Buz Kraliçesi banyo kapısına vurdu.

“Müteahhit! Orada uyumuyorsun değil mi?”

“…Tabii ki değil.” Aniden ne yaptığının farkına vardı. Ellerini yıkadı ve yüzüne soğuk su çarptı. Biraz öyleydi ama şimdi kendini daha uyanık hissediyordu.

***

215:59:59

Seo Jun-Ho saate baktı, gözleri odaklanmamıştı.

“Biraz daha dayan. Sadece 24 saat kaldı.”

Cevap verecek enerjisi olmadığı için başını salladı ama zaman geçtikçe daha fazla uyanmaya başlıyordu.

'Bunu geçen sefer deneyimlemiştim.'

Buna genellikle nirvana durumu deniyordu.
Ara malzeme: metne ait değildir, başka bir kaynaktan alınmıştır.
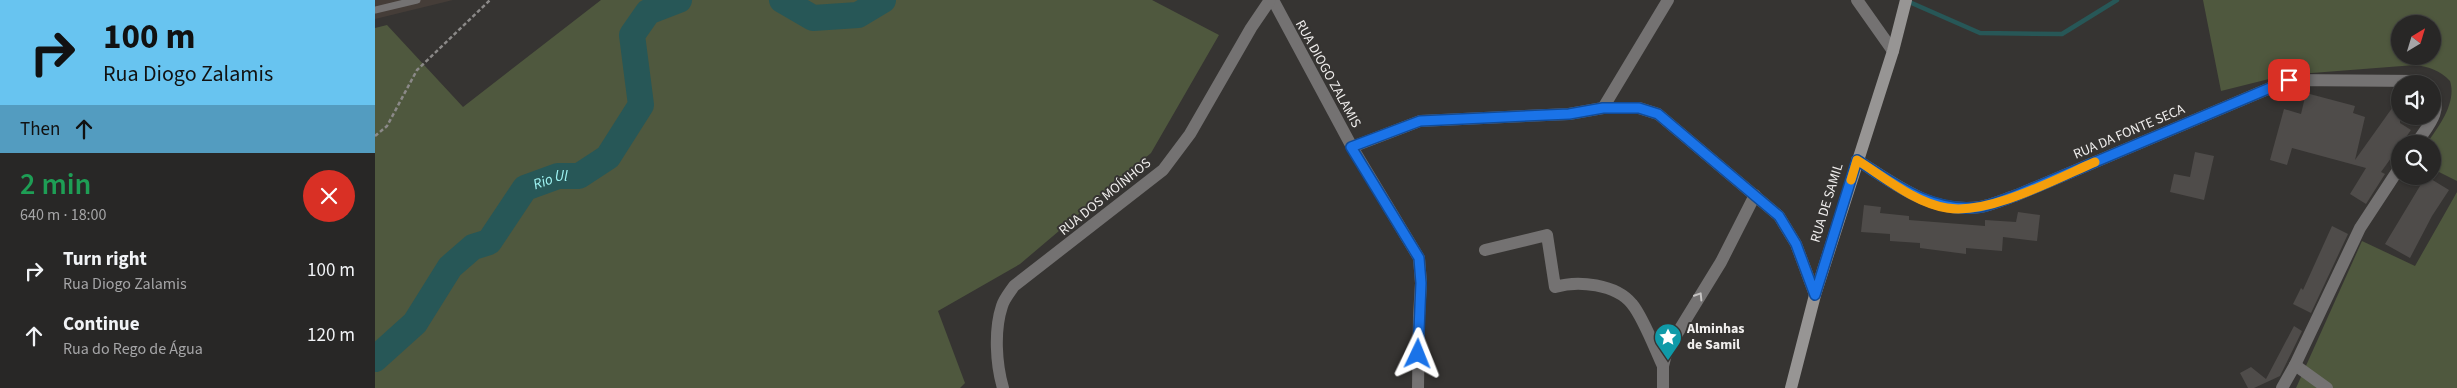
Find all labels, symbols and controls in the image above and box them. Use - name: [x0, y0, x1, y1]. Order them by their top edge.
- text: 100 m: [103, 12, 195, 62]
- north arrow: [2391, 15, 2441, 65]
- map controls: [2391, 15, 2441, 185]
- street label: RUA DIOGO ZALAMIS: [1290, 17, 1366, 131]
- icon: right: [20, 20, 85, 85]
- text: Rua Diogo Zalamis: [103, 58, 273, 90]
- pin: [2268, 59, 2310, 101]
- icon: arrive: [2275, 66, 2303, 94]
- button: sound: [2391, 75, 2441, 125]
- street label: RUA DA FONTE SECA: [2070, 99, 2188, 165]
- icon: ahead: [70, 115, 98, 143]
- text: Then: [20, 116, 60, 143]
- button: search: [2391, 135, 2441, 185]
- street label: RUA DOS MOÍNHOS: [1055, 154, 1155, 240]
- street label: RUA DE SAMIL: [1805, 161, 1849, 245]
- text: 2 min: [20, 163, 91, 206]
- water label: Rio Ul: [530, 166, 568, 195]
- button: close: [303, 170, 355, 222]
- text: 640 m · 18:00: [20, 204, 107, 226]
- text: Turn right: [63, 246, 147, 273]
- icon: right: [20, 257, 48, 285]
- text: 100 m: [307, 257, 355, 284]
- text: Rua Diogo Zalamis: [63, 273, 187, 295]
- one-way arrow: [1693, 292, 1702, 302]
- text: Continue: [63, 311, 140, 338]
- place label: Alminhas de Samil: [1686, 319, 1744, 355]
- icon: ahead: [20, 322, 48, 350]
- text: 120 m: [307, 322, 355, 349]
- place icon: Alminhas de Samil: [1653, 322, 1683, 361]
- position arrow: [1391, 327, 1443, 379]
- text: Rua do Rego de Água: [63, 338, 203, 360]

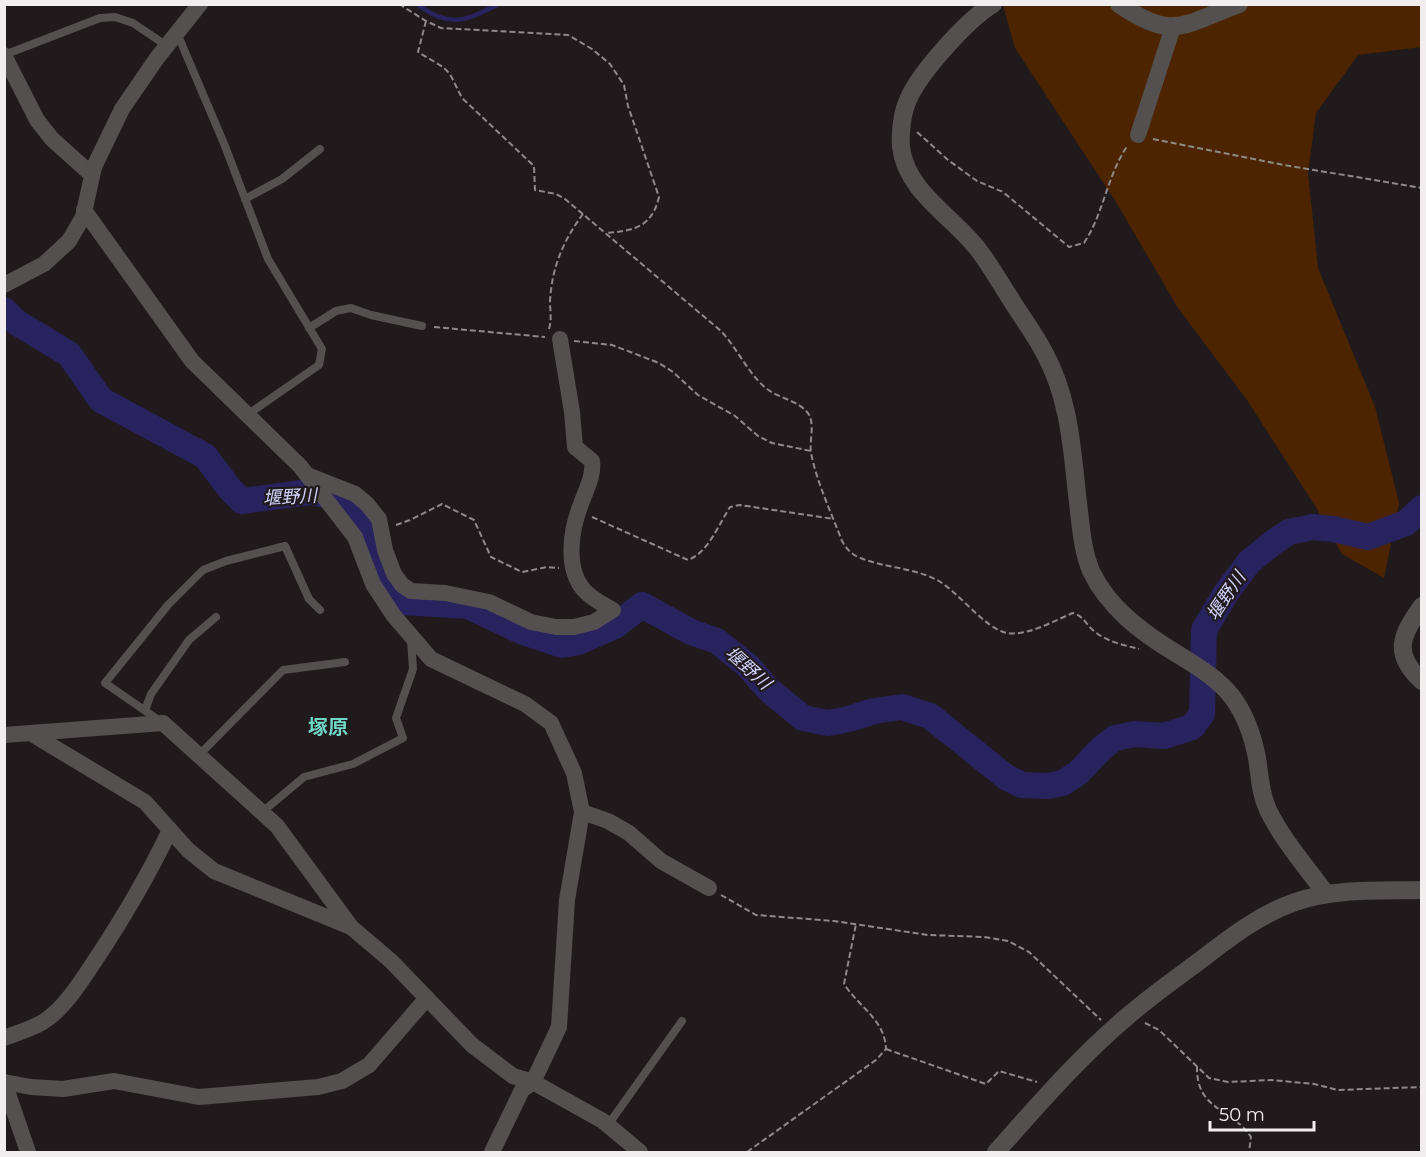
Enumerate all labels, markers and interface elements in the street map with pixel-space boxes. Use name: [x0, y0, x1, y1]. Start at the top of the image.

Ağır bedeni ve bulanık görüşünün yanı sıra kendisini pek de yorgun hissetmiyordu. Bir noktada midesi de sessizleşmişti ve sanki tüm dünya uykuya dalmış gibi hissediyordu. Sanki tüm dünya uyuyormuş gibi görünen mutlak sessizlikte Seo Jun-Ho, savaşına tek başına devam etti.

'Aslında motive edici.'

O gülümsedi. Koreli erkekler askerlik hizmetinden döndükten sonra farklı bir hayat yaşayacaklarına söz verirken, Oyuncular ise Denemeler Mağarası'ndan döndükten sonra farklı bir hayat yaşayacaklarına söz verdiler. Deneme Mağarasını temizleyenler, özellikle de Uykusuzluk Denemesini temizleyenler, farklı bir zihniyetle geri döndüler.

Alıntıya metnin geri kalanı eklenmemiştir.